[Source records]
BEGIN

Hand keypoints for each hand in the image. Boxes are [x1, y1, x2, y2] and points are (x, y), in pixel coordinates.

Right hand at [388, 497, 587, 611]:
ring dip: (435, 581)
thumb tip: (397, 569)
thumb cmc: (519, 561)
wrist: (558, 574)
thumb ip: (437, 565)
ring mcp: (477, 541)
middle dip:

END
BEGIN

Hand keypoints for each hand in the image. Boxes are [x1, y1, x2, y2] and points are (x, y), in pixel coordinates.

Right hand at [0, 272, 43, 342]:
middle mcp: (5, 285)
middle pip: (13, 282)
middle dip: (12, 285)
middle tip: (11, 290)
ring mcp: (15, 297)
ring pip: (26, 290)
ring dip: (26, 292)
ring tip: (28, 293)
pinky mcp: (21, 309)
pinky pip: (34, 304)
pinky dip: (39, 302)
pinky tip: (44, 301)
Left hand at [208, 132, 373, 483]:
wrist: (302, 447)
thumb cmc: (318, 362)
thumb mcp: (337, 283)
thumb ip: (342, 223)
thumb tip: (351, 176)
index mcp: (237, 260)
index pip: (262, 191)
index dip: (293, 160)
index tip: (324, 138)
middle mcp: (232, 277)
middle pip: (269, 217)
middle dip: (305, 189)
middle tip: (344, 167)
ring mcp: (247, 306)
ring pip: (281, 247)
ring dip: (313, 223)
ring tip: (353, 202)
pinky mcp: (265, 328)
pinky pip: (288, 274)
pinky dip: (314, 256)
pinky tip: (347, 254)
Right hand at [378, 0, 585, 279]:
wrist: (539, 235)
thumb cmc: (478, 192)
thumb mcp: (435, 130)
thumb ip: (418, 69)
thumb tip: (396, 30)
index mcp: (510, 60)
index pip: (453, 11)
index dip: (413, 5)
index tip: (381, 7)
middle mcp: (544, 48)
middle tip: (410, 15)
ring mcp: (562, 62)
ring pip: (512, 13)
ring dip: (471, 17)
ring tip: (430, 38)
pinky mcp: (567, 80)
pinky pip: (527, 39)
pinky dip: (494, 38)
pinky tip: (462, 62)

END

■ **Exercise description**
Given the records above, reproduce precisely and only the lines between the line holding "pinky pip: (288, 274)" and the line holding "pinky pip: (527, 39)", inclusive.

■ **Response to the exercise**
pinky pip: (288, 274)
pinky dip: (314, 256)
pinky tip: (347, 254)
Right hand at [378, 0, 585, 279]:
wrist: (539, 235)
thumb cmc: (478, 192)
thumb mcp: (435, 130)
thumb ip: (418, 69)
thumb tip: (396, 30)
index mcp: (510, 60)
index pip: (453, 11)
index dip: (413, 5)
index tip: (381, 7)
middle mcp: (544, 48)
middle tip: (410, 15)
ring mcp: (562, 62)
ring pip: (512, 13)
ring dip: (471, 17)
ring tip: (430, 38)
pinky mcp: (567, 80)
pinky pip: (527, 39)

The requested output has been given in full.